If you’re a reporter covering the media you may have noticed new pitches flowing in for The Hill from Elizabeth Luke at High10 Media, a New York-based communications agency that also reps The Hollywood Reporter, Norman Lear‘s People for the American Way, NatGeo Network, Time Inc., Adweek, A&E Networks and Simon Cowell. The Hill has notoriously not had a publicist in a good while ever since Tricia Barba left the role in 2011 after about a year. Before Barba, they went years without a publicist. In January 2012 they brought on Megan McCourt as an editorial assistant to handle social media.

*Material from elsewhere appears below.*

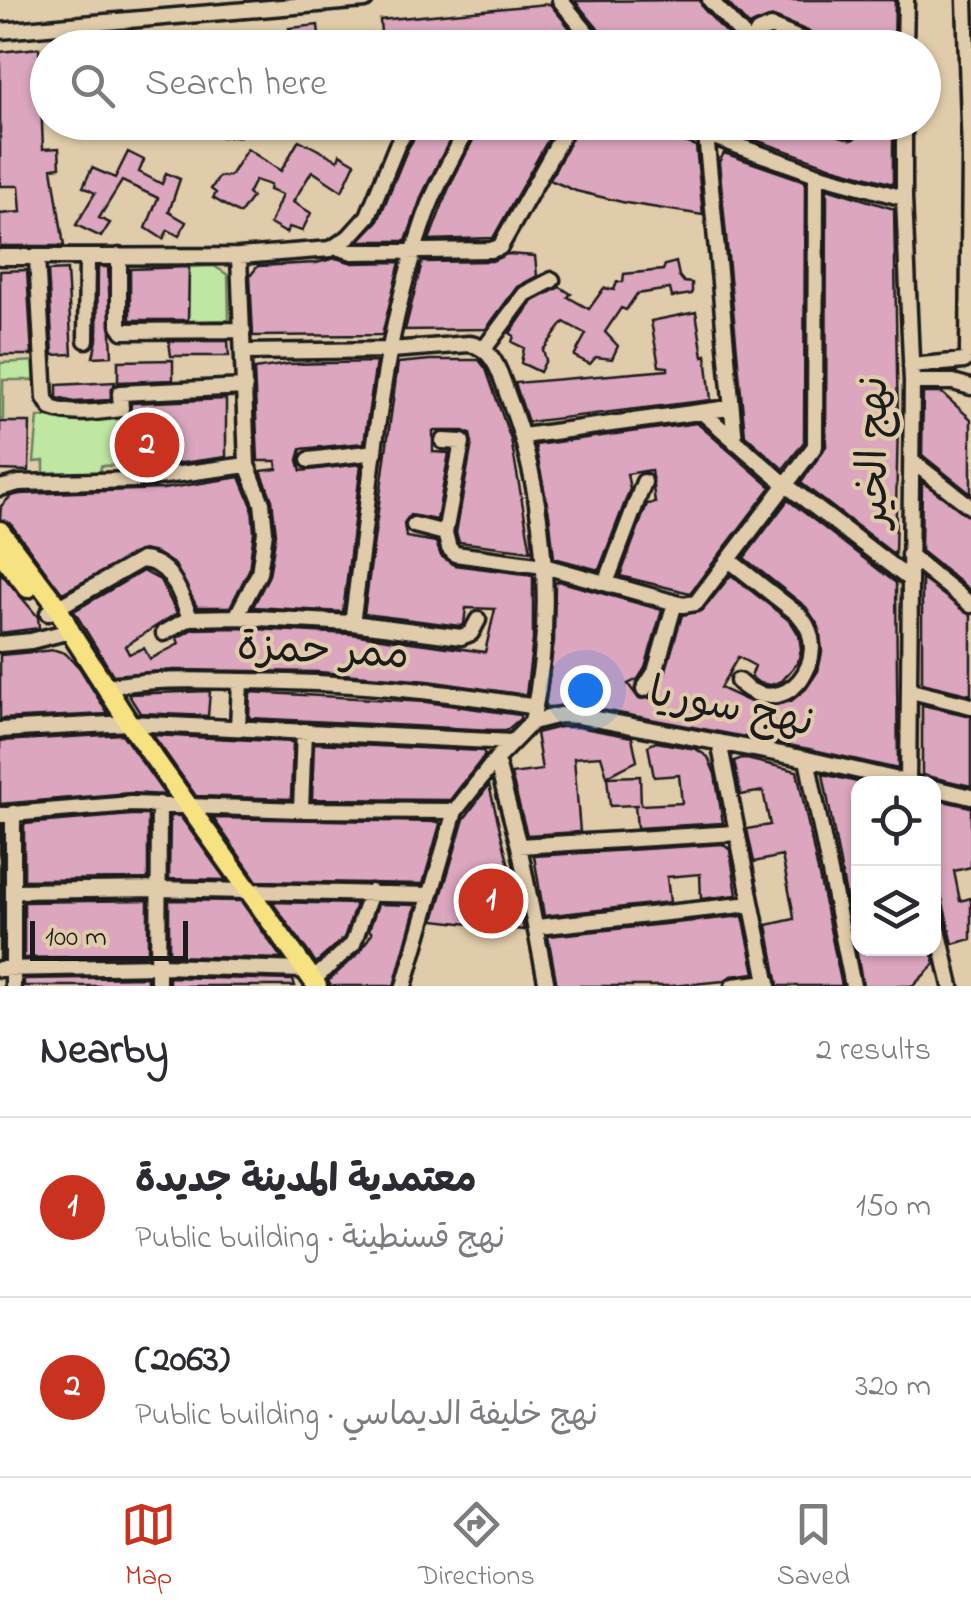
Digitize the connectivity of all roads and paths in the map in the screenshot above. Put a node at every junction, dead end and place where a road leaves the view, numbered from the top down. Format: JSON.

Now they’re giving High10 Media a try.
It’s hardly surprising that the publication would secure a New York-based firm considering The Hill‘s hands-on owner, Jimmy Finkelstein, resides in Manhattan. But what is a little confusing is that they’re not actually letting Luke autonomously speak to the media. When I asked her questions about whether she will serve in an actual role of spokeswoman, ironically she never replied, despite saying repeatedly in her emails, “Feel free to contact me with questions.” Editor Hugo Gurdon also did not reply to simple, basic questions we sent yesterday.
So who is actually speaking for The Hill? That would be High10 Media CEO Lisa Dallos, who said Tuesday morning that she would be handling my questions, but had to talk later because she was on an airplane. She explained quickly by email, “We were retained by The Hill to help promote its editorial and business interests — stories, events, special reports, and so forth. We work very closely with the client, in terms of what gets promoted. Elizabeth is part of the HIGH10 team working on the account.” On the subject of Luke, she said, “Elizabeth works with me, I run High10 Media, I oversee all the work with The Hill. I am the one to speak to.”
I told Dallos that Luke not being able to talk seems fishy. She replied, “Funny u think this is fishy. This would be a lot better if I could talk with you when I land.” She added, “It is very straightforward and not complicated. I am the CEO of company and lead work on all our clients Elizabeth as well as other members of the high 10 team work collaboratively to fulfill our clients needs.”
Luke seems qualified to answer questions and Dallos said I could call her or Luke anytime. Before joining High10 Media, Luke spent three years at Nielsen, most recently as a corporate communications analyst. She graduated from the University of Southern California with a B.A. in Communications. While it appears that Luke will not serve as an actual spokeswoman for the publication, Barba’s role also did not involve commenting on the record to reporters.
In a morning phone interview with Dallos, she said she’d be handling all questions related to the editorial and business sides of the publication. “Any of those questions feel free to call me,” she said. “I think the hope to have a coordinated communication effort under the guidance of Hugo and that we would be able to properly disseminate information to media on multiple subjects, whether it’s breaking news, evergreen and on announcements of whatever kind, both on the business side and the editorial side.”
So far, Luke typically sends out one email a day featuring a story they mark as “Breaking News.” Luke’s email intro on most pitches is as follows:
Good morning, I represent The Hill at High10 Media and am sharing this breaking story with you (link and text below) because it aligns with your beat and I thought you and your readers might be interested. If you decide to cover this story, please link to the article and credit to “The Hill.” Feel free to contact me with questions. Thank you!
But maybe don’t take that second to last line too seriously. That’s not exactly true.